Just before you entered the terminal from the waiting area there was a large cardboard box with a sign that asked you to donate unneeded toiletries for distribution to needy Iraqis. The box was empty and more than one guy looked at the sign and said “fuck that” as he walked past. The USO was giving away toiletries just nearby, single packs of tampons, minirolls of toilet paper, and three-ounce sticks of deodorant, so this was as absurd as anything else we'd seen on our tour.
We were all here, soldiers of every type, contractors, Southeast Asians waiting to be shipped to some distant FOB to wash dishes for us. The Asians looked scared, maybe in part because they were kitted with the oldest, cheapest body armor and helmets that seemed designed to not fit properly. We saw them as one group but the Sri Lankans couldn't talk to the Bangladeshis and only the Filipinos could speak any English anyway. I knew these people now: the contractors with Harley-Davidson T-shirts, blue jeans, and big belt buckles, every man packing a set of keys like they were the superintendents of the war; the Embassy people, always easy to spot, in insanely out-of-place getups like white pants and Panama hats or in Banana Republic safari gear with big black GPS/calendar/videocam/chai-latte-making watches, $120 sunglasses, and freakish headgear like they were off to hunt elephant with Teddy Roosevelt. One of the Embassy guys had an American Tourister travel bag on his lap. American Tourister? I had flashes of the same man boarding a Pan Am flight back when you had to climb up those stairs on the outside of the plane, the stewardesses all wore miniskirts, and everybody drank gin and tonics. He was in the wrong war by about forty years.

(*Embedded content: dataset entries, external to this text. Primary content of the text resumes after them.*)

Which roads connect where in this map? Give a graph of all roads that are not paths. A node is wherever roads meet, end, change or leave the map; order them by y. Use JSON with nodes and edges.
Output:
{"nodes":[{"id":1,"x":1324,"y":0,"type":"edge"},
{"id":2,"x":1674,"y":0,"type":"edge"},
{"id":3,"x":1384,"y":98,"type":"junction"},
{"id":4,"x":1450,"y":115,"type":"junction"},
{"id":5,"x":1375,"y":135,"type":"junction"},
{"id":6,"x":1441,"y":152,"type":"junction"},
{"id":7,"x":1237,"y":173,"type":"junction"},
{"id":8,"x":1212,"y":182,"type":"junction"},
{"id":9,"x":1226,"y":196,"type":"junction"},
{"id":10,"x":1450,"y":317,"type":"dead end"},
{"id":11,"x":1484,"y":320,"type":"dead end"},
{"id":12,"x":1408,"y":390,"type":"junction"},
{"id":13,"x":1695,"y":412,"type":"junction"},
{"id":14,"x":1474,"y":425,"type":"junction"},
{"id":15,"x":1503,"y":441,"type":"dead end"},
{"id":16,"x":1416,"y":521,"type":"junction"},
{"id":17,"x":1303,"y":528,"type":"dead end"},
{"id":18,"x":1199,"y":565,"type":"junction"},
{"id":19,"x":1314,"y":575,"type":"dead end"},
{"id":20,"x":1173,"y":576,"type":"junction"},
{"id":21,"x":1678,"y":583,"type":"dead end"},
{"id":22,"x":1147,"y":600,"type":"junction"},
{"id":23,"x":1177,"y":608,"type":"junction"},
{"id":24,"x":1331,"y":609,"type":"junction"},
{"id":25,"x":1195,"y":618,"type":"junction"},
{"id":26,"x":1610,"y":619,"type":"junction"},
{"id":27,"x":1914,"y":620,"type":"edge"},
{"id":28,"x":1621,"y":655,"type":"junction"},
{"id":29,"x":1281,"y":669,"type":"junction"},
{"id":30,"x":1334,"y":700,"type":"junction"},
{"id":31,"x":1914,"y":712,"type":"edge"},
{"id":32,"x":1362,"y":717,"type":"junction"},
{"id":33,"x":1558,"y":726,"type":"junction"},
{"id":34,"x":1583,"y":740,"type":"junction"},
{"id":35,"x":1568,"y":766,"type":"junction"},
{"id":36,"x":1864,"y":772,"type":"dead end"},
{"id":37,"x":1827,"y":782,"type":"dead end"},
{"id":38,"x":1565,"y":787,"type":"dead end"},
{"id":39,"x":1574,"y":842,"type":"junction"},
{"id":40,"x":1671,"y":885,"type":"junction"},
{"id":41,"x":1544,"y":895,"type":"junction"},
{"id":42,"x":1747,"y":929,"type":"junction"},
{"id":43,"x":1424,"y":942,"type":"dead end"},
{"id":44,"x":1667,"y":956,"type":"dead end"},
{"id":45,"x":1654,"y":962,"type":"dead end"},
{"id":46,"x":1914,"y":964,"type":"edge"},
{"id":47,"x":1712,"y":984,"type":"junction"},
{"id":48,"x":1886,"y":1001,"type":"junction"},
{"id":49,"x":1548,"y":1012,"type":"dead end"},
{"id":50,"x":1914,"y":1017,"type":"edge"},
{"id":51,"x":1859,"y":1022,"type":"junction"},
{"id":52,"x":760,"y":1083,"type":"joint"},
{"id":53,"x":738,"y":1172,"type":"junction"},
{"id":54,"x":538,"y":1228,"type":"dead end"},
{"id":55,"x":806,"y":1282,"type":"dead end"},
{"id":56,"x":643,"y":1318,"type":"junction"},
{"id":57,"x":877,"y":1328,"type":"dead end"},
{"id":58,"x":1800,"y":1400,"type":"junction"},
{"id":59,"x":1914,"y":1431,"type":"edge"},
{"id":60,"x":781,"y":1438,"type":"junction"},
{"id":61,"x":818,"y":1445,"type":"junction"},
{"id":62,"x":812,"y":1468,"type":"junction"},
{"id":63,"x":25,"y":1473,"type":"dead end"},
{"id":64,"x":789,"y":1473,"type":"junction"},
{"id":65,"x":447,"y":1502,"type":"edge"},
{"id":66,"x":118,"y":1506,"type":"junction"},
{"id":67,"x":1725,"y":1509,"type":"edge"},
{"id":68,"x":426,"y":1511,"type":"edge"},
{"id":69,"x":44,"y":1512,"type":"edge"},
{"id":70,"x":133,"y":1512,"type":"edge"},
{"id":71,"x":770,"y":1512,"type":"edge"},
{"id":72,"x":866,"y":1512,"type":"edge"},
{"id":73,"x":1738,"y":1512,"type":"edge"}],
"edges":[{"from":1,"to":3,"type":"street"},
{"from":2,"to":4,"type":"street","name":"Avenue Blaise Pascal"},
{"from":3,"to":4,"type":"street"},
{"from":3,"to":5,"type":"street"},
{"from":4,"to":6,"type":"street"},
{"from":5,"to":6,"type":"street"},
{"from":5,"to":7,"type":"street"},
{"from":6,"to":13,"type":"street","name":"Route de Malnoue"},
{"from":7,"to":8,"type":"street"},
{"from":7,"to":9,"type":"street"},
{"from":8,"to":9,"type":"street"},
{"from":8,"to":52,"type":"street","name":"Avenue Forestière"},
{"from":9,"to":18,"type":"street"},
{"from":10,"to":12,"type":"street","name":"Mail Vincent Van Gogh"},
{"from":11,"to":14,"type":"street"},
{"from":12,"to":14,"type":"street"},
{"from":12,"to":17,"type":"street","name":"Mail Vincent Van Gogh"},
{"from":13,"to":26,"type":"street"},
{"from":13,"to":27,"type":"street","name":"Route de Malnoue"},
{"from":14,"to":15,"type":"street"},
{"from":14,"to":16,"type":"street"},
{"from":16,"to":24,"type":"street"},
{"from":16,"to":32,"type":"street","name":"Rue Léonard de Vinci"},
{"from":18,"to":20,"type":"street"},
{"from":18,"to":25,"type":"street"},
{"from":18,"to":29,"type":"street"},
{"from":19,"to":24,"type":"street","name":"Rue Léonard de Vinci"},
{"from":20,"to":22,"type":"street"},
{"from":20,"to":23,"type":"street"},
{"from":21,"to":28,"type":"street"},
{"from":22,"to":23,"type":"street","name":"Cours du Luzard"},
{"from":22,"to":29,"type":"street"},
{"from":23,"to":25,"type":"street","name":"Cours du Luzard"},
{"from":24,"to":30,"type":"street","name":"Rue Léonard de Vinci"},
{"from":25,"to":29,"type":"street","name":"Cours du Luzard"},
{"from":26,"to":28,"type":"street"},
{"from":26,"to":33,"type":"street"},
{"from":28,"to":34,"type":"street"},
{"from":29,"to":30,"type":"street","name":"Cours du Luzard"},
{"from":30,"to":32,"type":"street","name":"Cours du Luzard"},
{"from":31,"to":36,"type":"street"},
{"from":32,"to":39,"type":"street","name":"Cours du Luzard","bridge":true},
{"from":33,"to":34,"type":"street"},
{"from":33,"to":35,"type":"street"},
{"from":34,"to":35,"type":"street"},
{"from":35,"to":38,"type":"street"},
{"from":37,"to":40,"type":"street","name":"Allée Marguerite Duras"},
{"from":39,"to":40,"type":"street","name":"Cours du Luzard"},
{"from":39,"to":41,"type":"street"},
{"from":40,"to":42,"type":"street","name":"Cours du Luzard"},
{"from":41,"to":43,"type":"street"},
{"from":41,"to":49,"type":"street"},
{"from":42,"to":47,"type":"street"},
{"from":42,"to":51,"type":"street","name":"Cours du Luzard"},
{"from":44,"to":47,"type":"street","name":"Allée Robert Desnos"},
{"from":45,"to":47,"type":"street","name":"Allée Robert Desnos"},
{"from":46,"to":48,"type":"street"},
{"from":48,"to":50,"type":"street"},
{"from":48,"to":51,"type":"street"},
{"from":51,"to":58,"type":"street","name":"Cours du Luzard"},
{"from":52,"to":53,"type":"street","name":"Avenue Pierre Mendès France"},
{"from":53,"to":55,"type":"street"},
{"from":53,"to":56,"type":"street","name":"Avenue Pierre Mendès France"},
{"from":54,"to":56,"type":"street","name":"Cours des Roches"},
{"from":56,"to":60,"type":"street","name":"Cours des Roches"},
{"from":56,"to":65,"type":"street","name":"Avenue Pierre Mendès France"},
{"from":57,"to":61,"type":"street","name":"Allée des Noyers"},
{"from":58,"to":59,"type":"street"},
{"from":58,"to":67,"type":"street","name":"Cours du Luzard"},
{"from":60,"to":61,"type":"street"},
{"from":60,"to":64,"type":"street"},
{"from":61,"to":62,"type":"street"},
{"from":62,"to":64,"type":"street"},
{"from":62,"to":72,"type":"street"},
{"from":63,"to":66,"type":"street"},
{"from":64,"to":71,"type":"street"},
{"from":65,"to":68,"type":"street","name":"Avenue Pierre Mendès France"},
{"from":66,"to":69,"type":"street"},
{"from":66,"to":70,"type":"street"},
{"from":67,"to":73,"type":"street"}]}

Inside the terminal was another step toward home, cool and dark. Though most everyone was armed, we passed our bags through an X-ray anyway, manned in this case by a Ugandan contract security guard who could not be bothered even to look up at the monitor. He had mastered that Third World art of looking at nothingâsafer that way, less likely to offend. We walked through the metal detector, every weapon and big Texas belt buckle making the buzzer scream. We kept our shoes on, unlike in any US airport, because everyone wore lace-up boots and it would have taken a hundred years to get them all on and off, and nobody was going to wait that long. In a rewind of my trip in, we got counted and recounted, our names on one clipboard, the last four digits of our social security number on another, and we recited our blood types for a long list of people who needed to record the information on yet more clipboards. No one complained about paying this price to move closer to the exit. The incomers didn't complain, because this was all new, and the outgoers knew complaining meant nothing but waiting another sentence to have to do it anyway. From time to time someone would appear and scream, “Chrome 18” or “Chrome 24,” “chrome” being the code word for each flight. They could have said “Flight 18” or “18,” but these people could have been nicer in many ways but preferred not to be. They never asked for respect, knowing none had been earned.
A lifetime later someone shouted “Chrome 19” and my leg twitched in memory that that was mine. “Chrome 19,” not good-bye, or thanks, or anything else would be the last thing anyone would say to me in Iraq. We walked into the belly of a C-130, a cargo plane fitted with web seats. I was sandwiched between two equally sweaty people directly across from a tiny round window. Unlike everyone else aboard, who had only the noises of the engines and the vibrations below them to judge when the plane was moving, I could see out the window.